Earth, too, would have been getting banged up around the same time, when the first life was possibly forming in the planet’s young oceans. “Goodness knows how many times life tried to get started and something came in and whacked it. It’s a much, much more extreme environment than we even thought,” she says.
The extent to which the lunar crust was broken up also gives insights into how any nascent life on Mars may have fared—with evidence that water does exist on the red planet, the breakup of the upper crust may have allowed a great deal of water to sink tens of kilometers below the surface, potentially taking any life along with it.
“If life developed—and that’s a huge if—but if it did, drilling beneath the surface will be a good place to look,” Zuber says. “There’s such a low probability of finding it, but the stakes are so high that you’ve got to look.”
The intrigue of finding possible life on Mars notwithstanding, the real value of understanding how the inner planets got demolished during the early epochs of the solar system ultimately helps scientists understand the behavior of our own planet in ways that aren’t obvious from a terrestrial vantage point.
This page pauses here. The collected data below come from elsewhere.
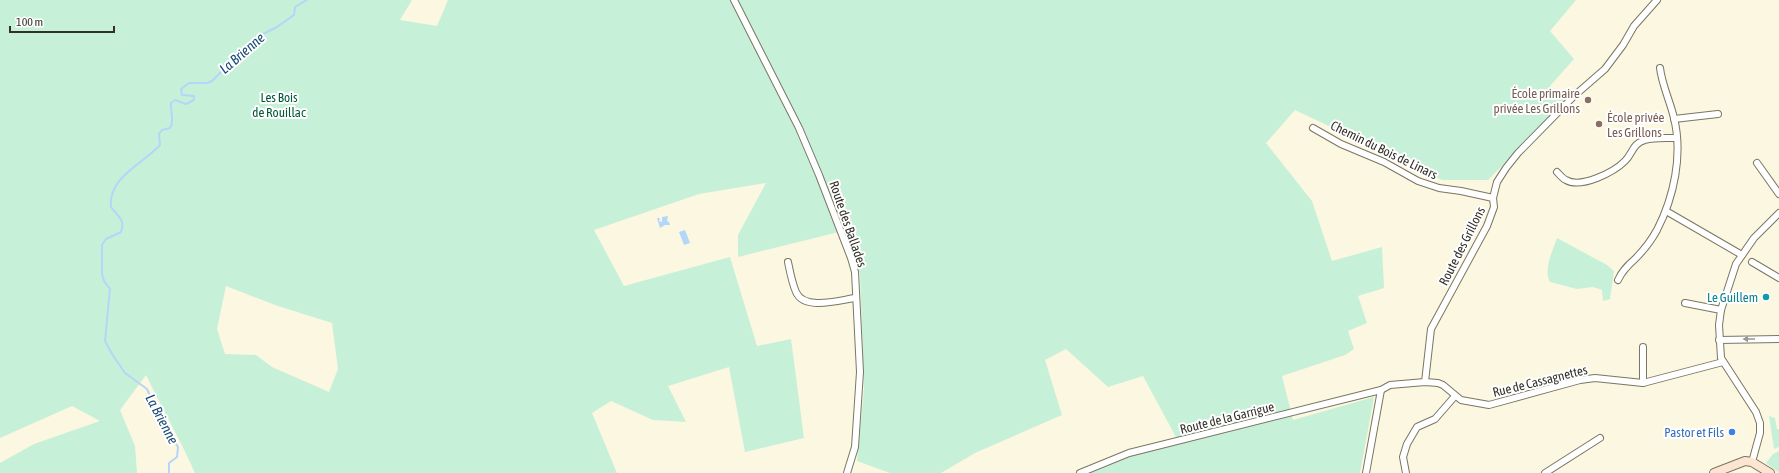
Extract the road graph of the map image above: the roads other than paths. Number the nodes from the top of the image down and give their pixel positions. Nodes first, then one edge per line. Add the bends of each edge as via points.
1 (734, 0) edge
2 (1658, 0) edge
3 (1660, 68) dead end
4 (1718, 114) dead end
5 (1674, 119) junction
6 (1313, 128) dead end
7 (1676, 138) junction
8 (1757, 163) dead end
9 (1557, 172) dead end
10 (1779, 194) edge
11 (1493, 198) junction
12 (1666, 211) junction
13 (1779, 213) edge
14 (1742, 255) junction
15 (788, 262) dead end
16 (1752, 262) dead end
17 (1779, 278) edge
18 (1618, 280) dead end
19 (855, 298) junction
20 (1685, 303) dead end
21 (1721, 310) junction
22 (1779, 339) edge
23 (1719, 340) junction
24 (1643, 347) dead end
25 (1723, 362) junction
26 (1425, 382) junction
27 (1643, 383) junction
28 (1381, 390) junction
29 (1455, 396) junction
30 (1600, 438) dead end
31 (1752, 462) junction
32 (1731, 469) edge
33 (1763, 471) edge
34 (847, 473) edge
35 (1080, 473) edge
36 (1366, 473) edge
37 (1406, 473) edge
38 (1545, 473) edge
39 (1714, 473) edge

1 - 19 street, Route des Ballades via 820,175 855,272
2 - 11 street, Route des Grillons via 1634,26 1605,69 1574,96 1518,153 1497,182
3 - 5 street via 1661,81
4 - 5 street
5 - 7 street
6 - 11 street, Chemin du Bois de Linars via 1418,181 1439,188
7 - 9 street via 1646,139 1635,146 1626,161 1610,173 1596,179 1567,181
7 - 12 street via 1674,183
8 - 10 street
11 - 26 street, Route des Grillons via 1494,207 1487,226 1431,329
12 - 14 street
12 - 18 street via 1647,245 1622,271
13 - 14 street via 1754,238
14 - 21 street via 1736,264
15 - 19 street via 797,294 804,301 815,304
16 - 17 street
19 - 34 street, Route des Ballades via 860,372 858,416 855,447
20 - 21 street
21 - 23 street
22 -> 23 street
23 - 25 street
24 - 27 street
25 - 27 street, Rue de Cassagnettes
25 - 31 street via 1756,412 1760,423 1760,433
26 - 28 street via 1390,385
26 - 29 street, Rue de Cassagnettes via 1443,385
27 - 29 street, Rue de Cassagnettes via 1595,378 1580,380 1489,405 1467,402
28 - 35 street, Route de la Garrigue via 1130,454
28 - 36 street
29 - 37 street via 1436,419 1417,427 1403,457
30 - 38 street
31 - 32 street via 1745,461
31 - 33 street
32 - 39 street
The study of multiple systems that share a common origin, at least, provides more data to compare for study of plate tectonics on Earth.
Despite great strides in the study of the movement of Earth’s great continental plates, it’s still not enough to predict earthquakes or other volcanic activity to any real degree. “The realization of how complex the Earth is a long-standing question. And it isn’t like scientists haven’t been trying,” Zuber says.
The GRAIL project has its final team meeting in August in Woods Hole, Mass., signaling the official end of the mission. But as Zuber assumes her duties heading up the National Science Board, she expresses nothing but appreciation for the support her family and colleagues have provided to enable her ascent.
“I don’t deserve credit for doing anything on my own,” Zuber insists. “Everything I’ve accomplished has been based on working with really talented colleagues and students.”
That doesn’t mean the end of her efforts to contribute to the exploration of space. Far from it, as she’s involved in putting together another mission proposal for NASA, which is looking to map the surface and interior of a metallic asteroid or the remnant of a planetary core. She’s also hopeful that her role on the National Science Board will help enable others like her to make their own great strides—men and women alike.
“There are still lots of incredible discoveries to be made,” Zuber says. “I would like to see as many things going to space and measuring something as possible, because I can’t stand not knowing what’s up there.”
Editor's note, August 16, 2016: An earlier version of this story misstated that Zuber was the first female chair of the National Science Board.